===== DATA SUPPLIED

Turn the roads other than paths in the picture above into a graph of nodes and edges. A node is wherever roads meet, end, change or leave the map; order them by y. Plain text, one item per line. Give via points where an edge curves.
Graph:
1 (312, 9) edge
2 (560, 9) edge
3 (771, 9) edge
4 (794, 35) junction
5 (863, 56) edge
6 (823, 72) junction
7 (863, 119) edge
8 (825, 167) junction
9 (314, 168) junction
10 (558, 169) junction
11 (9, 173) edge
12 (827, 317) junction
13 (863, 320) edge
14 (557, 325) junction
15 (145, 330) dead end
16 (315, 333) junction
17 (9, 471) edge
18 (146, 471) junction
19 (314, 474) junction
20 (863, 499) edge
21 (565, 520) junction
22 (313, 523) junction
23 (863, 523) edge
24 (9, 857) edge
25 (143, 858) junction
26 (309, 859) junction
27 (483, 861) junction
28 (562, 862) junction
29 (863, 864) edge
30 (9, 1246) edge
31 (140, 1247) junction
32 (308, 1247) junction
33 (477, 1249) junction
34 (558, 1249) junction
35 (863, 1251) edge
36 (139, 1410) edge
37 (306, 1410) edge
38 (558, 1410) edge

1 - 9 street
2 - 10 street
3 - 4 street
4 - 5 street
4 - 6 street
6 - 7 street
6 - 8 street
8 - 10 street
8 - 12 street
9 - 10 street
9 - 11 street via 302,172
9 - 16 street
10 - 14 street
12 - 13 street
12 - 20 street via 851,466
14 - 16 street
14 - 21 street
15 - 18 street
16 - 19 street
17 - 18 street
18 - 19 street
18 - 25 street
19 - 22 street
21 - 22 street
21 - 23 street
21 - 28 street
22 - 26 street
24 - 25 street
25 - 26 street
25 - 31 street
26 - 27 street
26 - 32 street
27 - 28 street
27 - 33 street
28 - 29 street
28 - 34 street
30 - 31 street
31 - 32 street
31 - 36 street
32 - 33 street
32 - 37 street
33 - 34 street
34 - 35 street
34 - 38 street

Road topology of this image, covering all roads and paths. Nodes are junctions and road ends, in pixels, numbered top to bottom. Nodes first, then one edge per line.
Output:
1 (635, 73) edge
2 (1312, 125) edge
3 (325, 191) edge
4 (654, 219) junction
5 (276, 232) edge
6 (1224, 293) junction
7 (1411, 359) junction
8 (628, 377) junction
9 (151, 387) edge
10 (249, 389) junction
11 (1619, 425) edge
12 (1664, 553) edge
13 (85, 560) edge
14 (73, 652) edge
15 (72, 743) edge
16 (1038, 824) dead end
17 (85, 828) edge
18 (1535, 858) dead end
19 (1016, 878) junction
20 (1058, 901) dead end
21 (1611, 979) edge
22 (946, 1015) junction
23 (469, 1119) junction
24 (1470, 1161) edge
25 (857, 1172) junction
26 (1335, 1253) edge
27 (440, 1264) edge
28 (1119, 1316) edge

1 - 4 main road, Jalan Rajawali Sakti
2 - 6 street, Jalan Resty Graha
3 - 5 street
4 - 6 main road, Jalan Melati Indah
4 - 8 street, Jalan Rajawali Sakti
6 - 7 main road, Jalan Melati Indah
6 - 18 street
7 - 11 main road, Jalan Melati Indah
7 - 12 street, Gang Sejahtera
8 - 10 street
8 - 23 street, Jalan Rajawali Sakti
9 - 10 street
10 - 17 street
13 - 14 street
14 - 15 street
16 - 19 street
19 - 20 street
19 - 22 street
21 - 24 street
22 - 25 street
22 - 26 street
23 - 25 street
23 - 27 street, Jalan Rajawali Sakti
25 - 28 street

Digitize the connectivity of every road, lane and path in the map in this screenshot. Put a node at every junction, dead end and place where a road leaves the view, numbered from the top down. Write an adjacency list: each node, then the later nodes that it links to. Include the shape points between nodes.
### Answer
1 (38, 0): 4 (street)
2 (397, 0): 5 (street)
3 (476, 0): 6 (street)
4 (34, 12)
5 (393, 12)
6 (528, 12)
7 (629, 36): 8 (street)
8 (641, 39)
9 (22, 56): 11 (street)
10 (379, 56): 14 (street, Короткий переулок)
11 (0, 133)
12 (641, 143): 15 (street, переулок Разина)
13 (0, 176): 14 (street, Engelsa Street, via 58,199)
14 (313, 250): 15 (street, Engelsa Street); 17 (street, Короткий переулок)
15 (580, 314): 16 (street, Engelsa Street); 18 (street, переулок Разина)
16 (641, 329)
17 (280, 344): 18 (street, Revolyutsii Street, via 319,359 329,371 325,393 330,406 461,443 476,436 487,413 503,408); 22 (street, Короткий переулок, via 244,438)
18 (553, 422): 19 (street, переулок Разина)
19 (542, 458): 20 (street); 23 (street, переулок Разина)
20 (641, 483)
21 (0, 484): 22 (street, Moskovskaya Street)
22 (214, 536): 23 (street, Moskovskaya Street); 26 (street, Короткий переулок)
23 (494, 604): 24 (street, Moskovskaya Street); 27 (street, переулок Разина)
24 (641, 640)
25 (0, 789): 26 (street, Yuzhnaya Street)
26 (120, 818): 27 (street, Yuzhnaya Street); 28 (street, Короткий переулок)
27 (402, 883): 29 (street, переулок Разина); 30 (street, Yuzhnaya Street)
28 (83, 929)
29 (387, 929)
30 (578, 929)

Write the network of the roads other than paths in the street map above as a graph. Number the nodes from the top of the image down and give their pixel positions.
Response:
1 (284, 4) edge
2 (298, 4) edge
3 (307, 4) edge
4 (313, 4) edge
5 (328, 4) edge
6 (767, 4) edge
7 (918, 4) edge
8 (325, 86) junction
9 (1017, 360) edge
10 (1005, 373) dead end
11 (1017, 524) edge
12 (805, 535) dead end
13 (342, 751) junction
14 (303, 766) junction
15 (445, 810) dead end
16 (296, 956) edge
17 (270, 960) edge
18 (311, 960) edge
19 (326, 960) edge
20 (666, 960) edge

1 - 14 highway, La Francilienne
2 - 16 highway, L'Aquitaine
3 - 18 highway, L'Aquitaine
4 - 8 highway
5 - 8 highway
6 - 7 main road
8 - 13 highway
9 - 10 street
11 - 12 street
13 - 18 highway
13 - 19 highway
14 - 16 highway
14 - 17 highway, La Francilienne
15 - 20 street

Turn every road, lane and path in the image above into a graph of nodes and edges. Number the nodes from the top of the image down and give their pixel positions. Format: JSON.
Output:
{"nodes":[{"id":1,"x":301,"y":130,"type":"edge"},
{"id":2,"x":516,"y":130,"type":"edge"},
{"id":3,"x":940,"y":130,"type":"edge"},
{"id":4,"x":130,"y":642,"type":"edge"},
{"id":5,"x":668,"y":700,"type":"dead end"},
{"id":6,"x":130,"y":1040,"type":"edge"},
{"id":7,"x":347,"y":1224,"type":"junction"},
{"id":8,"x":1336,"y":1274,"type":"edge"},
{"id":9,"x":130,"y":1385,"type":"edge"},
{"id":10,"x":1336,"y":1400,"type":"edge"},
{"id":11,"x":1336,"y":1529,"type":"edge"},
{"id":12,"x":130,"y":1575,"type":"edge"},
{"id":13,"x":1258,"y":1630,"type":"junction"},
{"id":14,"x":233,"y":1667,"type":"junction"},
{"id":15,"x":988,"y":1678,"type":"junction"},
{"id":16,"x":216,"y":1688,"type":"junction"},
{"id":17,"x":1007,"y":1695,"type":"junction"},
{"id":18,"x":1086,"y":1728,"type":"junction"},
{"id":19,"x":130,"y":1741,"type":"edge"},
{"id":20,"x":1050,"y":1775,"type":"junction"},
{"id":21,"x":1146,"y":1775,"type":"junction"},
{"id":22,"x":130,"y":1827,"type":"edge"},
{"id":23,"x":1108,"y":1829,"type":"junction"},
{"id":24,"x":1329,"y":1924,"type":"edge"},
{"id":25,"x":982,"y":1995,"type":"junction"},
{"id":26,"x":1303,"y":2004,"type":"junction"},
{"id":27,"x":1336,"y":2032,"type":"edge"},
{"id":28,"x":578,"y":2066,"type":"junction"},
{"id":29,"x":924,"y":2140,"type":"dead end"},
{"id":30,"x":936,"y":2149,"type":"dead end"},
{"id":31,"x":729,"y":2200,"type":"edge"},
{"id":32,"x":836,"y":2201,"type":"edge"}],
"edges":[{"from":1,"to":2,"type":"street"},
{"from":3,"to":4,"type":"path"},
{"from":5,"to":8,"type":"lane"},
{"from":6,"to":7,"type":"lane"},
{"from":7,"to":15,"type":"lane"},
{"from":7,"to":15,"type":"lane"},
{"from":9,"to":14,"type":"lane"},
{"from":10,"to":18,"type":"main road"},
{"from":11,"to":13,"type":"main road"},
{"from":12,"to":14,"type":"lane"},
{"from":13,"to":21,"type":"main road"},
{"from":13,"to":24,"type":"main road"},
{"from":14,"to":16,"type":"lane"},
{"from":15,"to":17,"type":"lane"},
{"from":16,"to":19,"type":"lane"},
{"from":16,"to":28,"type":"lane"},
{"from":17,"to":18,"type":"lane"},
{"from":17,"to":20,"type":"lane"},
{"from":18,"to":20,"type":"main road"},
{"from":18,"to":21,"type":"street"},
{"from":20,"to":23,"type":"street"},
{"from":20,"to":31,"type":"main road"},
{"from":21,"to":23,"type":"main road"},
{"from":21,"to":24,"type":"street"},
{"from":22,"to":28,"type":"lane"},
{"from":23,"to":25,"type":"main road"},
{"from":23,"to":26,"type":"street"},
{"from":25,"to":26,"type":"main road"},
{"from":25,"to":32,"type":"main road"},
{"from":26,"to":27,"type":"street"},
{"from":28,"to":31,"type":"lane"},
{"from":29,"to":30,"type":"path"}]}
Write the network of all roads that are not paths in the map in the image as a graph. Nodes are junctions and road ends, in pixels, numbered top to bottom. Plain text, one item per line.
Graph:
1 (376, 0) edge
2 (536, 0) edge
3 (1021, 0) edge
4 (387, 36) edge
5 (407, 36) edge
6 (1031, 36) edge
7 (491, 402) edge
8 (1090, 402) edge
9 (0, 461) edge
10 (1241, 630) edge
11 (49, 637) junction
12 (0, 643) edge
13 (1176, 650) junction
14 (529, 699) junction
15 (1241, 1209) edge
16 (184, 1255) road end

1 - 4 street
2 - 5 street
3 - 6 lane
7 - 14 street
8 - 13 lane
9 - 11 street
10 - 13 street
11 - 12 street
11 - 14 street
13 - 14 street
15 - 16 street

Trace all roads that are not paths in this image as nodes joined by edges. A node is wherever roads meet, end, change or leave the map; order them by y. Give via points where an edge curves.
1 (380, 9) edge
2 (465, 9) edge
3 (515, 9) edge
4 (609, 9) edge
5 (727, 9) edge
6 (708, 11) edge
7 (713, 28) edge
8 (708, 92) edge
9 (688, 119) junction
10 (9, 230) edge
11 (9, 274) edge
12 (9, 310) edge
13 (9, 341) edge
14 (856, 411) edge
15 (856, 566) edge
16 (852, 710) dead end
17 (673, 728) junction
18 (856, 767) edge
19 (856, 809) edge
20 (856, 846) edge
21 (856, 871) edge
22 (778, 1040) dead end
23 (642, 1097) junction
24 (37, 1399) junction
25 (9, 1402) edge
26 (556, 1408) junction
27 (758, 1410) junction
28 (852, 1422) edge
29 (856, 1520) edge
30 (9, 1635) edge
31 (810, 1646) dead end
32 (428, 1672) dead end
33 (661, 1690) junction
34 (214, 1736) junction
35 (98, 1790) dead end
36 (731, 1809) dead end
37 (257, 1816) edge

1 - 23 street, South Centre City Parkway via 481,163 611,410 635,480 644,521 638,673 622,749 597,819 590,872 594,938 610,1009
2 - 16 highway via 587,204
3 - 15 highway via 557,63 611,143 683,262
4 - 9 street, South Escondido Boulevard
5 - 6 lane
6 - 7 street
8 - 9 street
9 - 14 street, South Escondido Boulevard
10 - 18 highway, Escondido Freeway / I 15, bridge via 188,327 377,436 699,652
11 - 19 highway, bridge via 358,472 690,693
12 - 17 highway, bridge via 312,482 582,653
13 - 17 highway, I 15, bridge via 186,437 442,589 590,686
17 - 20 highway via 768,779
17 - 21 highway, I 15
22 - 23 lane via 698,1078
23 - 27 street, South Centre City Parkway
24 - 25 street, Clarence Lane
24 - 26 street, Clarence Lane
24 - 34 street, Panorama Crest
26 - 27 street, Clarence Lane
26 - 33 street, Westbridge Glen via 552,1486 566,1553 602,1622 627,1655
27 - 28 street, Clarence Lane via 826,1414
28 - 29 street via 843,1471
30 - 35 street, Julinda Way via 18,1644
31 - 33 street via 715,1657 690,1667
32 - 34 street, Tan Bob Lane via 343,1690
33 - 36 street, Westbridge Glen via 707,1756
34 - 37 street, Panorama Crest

==========

* [WHAT THE TASK ASKS]:
Copy out all lines above holding "Panorama".

* [FINISHED TASK]:
24 - 34 street, Panorama Crest
34 - 37 street, Panorama Crest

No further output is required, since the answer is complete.